Task objective: Transcribe the following entries word for word; no picture is to appear in the copy.

:: Provided entries ::

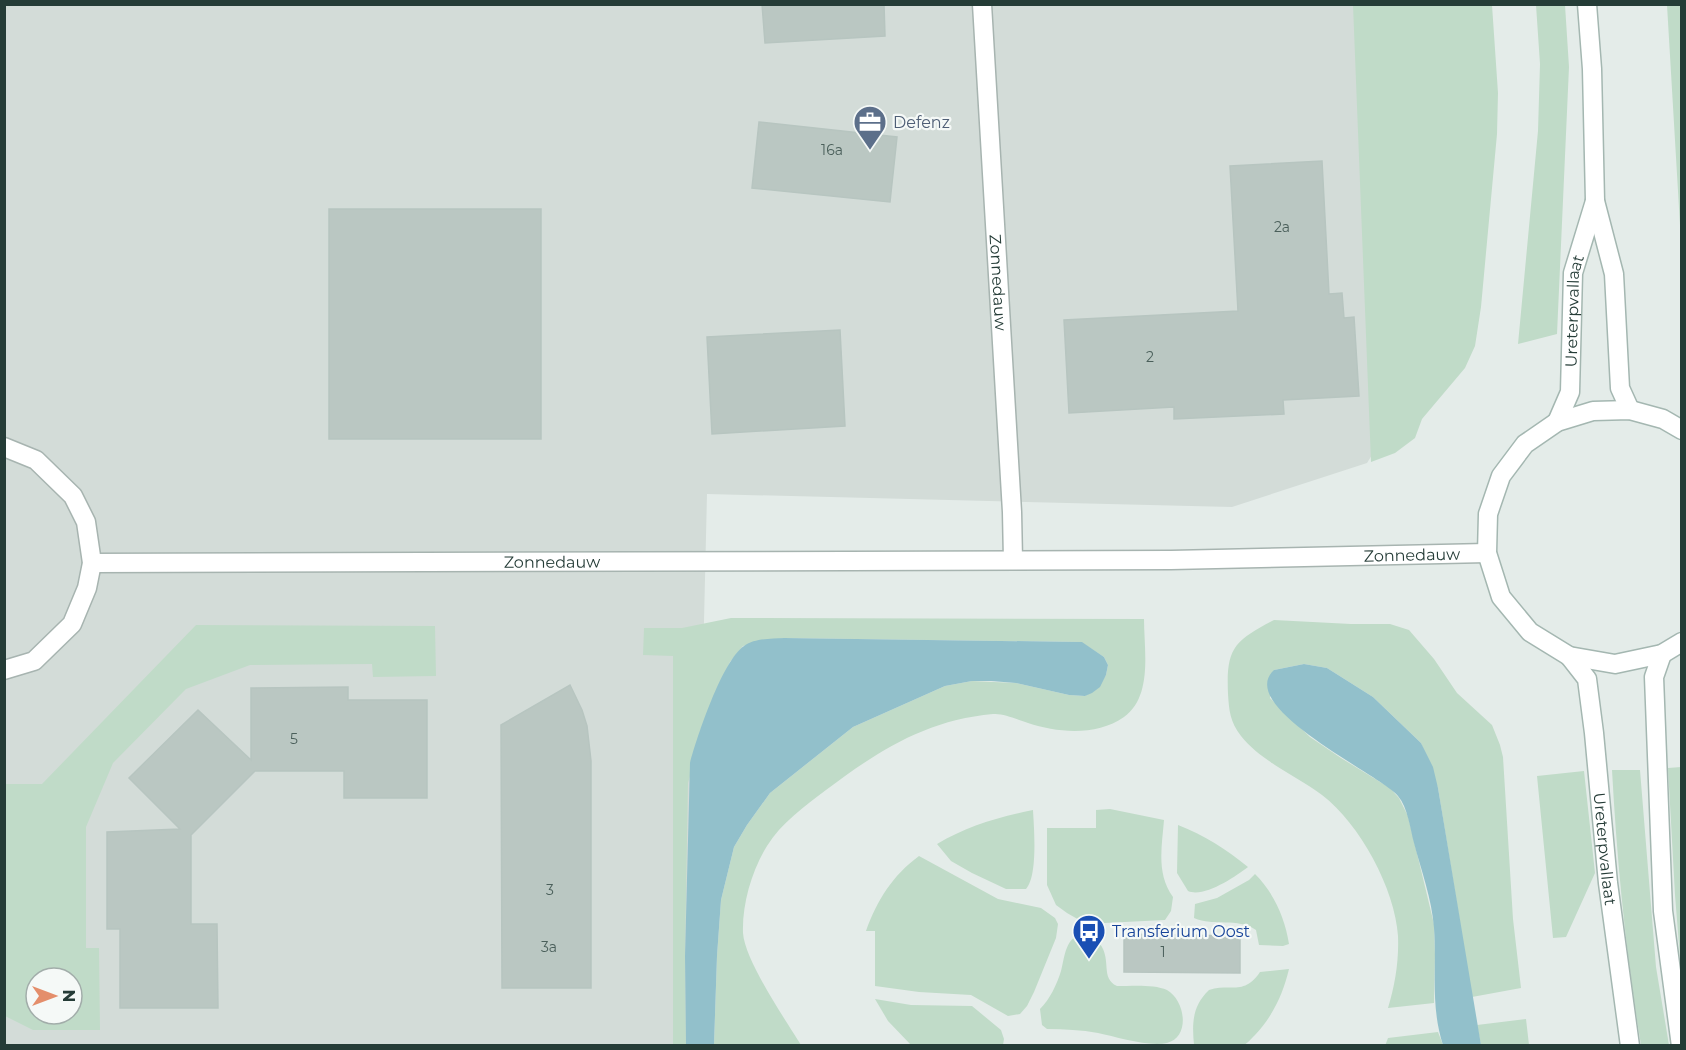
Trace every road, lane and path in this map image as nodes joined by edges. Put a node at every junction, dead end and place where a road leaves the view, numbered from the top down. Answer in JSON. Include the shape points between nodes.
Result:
{"nodes":[{"id":1,"x":982,"y":4,"type":"edge"},
{"id":2,"x":1587,"y":4,"type":"edge"},
{"id":3,"x":1595,"y":201,"type":"junction"},
{"id":4,"x":1630,"y":410,"type":"junction"},
{"id":5,"x":1557,"y":422,"type":"junction"},
{"id":6,"x":1682,"y":430,"type":"edge"},
{"id":7,"x":4,"y":447,"type":"edge"},
{"id":8,"x":1487,"y":553,"type":"junction"},
{"id":9,"x":1013,"y":560,"type":"junction"},
{"id":10,"x":92,"y":563,"type":"junction"},
{"id":11,"x":1682,"y":642,"type":"edge"},
{"id":12,"x":1662,"y":654,"type":"junction"},
{"id":13,"x":1569,"y":656,"type":"junction"},
{"id":14,"x":4,"y":670,"type":"edge"},
{"id":15,"x":1630,"y":1046,"type":"edge"},
{"id":16,"x":1681,"y":1046,"type":"edge"}],
"edges":[{"from":1,"to":9,"type":"street","name":"Zonnedauw"},
{"from":2,"to":3,"type":"street","name":"Ureterpvallaat"},
{"from":3,"to":4,"type":"street","name":"Ureterpvallaat","via":[[1614,274],[1620,388]]},
{"from":3,"to":5,"type":"street","name":"Ureterpvallaat","via":[[1573,273],[1570,392]]},
{"from":4,"to":5,"type":"street","via":[[1593,411]]},
{"from":4,"to":6,"type":"street","via":[[1663,419]]},
{"from":5,"to":8,"type":"street","via":[[1525,444],[1501,476],[1488,514]]},
{"from":7,"to":10,"type":"street","via":[[36,460],[73,496],[86,522]]},
{"from":8,"to":9,"type":"street","name":"Zonnedauw"},
{"from":8,"to":13,"type":"street","via":[[1501,597],[1530,632]]},
{"from":9,"to":10,"type":"street","name":"Zonnedauw"},
{"from":10,"to":14,"type":"street","via":[[87,588],[72,624],[34,661]]},
{"from":11,"to":12,"type":"street"},
{"from":12,"to":13,"type":"street","via":[[1615,664]]},
{"from":12,"to":16,"type":"street","via":[[1654,677],[1663,911]]},
{"from":13,"to":15,"type":"street","name":"Ureterpvallaat","via":[[1587,679]]}]}
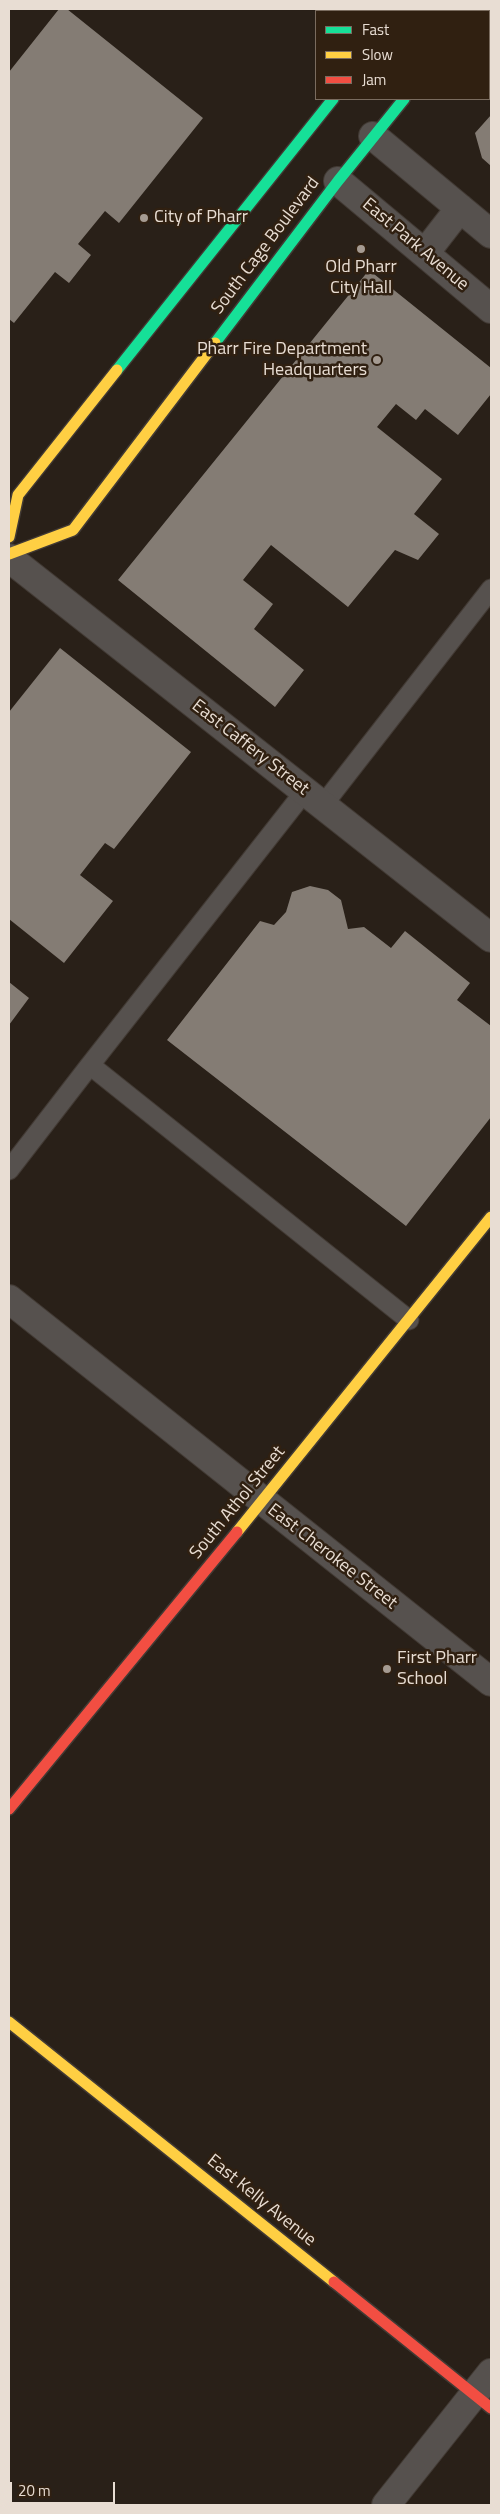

:::

Result of this exercise:
Trace every road, lane and path in this map image as nodes joined by edges. Put a node at every junction, dead end and place where a road leaves the view, numbered from the top down. Answer in JSON. Include the shape points between nodes.
Result:
{"nodes":[{"id":1,"x":982,"y":4,"type":"edge"},
{"id":2,"x":1587,"y":4,"type":"edge"},
{"id":3,"x":1595,"y":201,"type":"junction"},
{"id":4,"x":1630,"y":410,"type":"junction"},
{"id":5,"x":1557,"y":422,"type":"junction"},
{"id":6,"x":1682,"y":430,"type":"edge"},
{"id":7,"x":4,"y":447,"type":"edge"},
{"id":8,"x":1487,"y":553,"type":"junction"},
{"id":9,"x":1013,"y":560,"type":"junction"},
{"id":10,"x":92,"y":563,"type":"junction"},
{"id":11,"x":1682,"y":642,"type":"edge"},
{"id":12,"x":1662,"y":654,"type":"junction"},
{"id":13,"x":1569,"y":656,"type":"junction"},
{"id":14,"x":4,"y":670,"type":"edge"},
{"id":15,"x":1630,"y":1046,"type":"edge"},
{"id":16,"x":1681,"y":1046,"type":"edge"}],
"edges":[{"from":1,"to":9,"type":"street","name":"Zonnedauw"},
{"from":2,"to":3,"type":"street","name":"Ureterpvallaat"},
{"from":3,"to":4,"type":"street","name":"Ureterpvallaat","via":[[1614,274],[1620,388]]},
{"from":3,"to":5,"type":"street","name":"Ureterpvallaat","via":[[1573,273],[1570,392]]},
{"from":4,"to":5,"type":"street","via":[[1593,411]]},
{"from":4,"to":6,"type":"street","via":[[1663,419]]},
{"from":5,"to":8,"type":"street","via":[[1525,444],[1501,476],[1488,514]]},
{"from":7,"to":10,"type":"street","via":[[36,460],[73,496],[86,522]]},
{"from":8,"to":9,"type":"street","name":"Zonnedauw"},
{"from":8,"to":13,"type":"street","via":[[1501,597],[1530,632]]},
{"from":9,"to":10,"type":"street","name":"Zonnedauw"},
{"from":10,"to":14,"type":"street","via":[[87,588],[72,624],[34,661]]},
{"from":11,"to":12,"type":"street"},
{"from":12,"to":13,"type":"street","via":[[1615,664]]},
{"from":12,"to":16,"type":"street","via":[[1654,677],[1663,911]]},
{"from":13,"to":15,"type":"street","name":"Ureterpvallaat","via":[[1587,679]]}]}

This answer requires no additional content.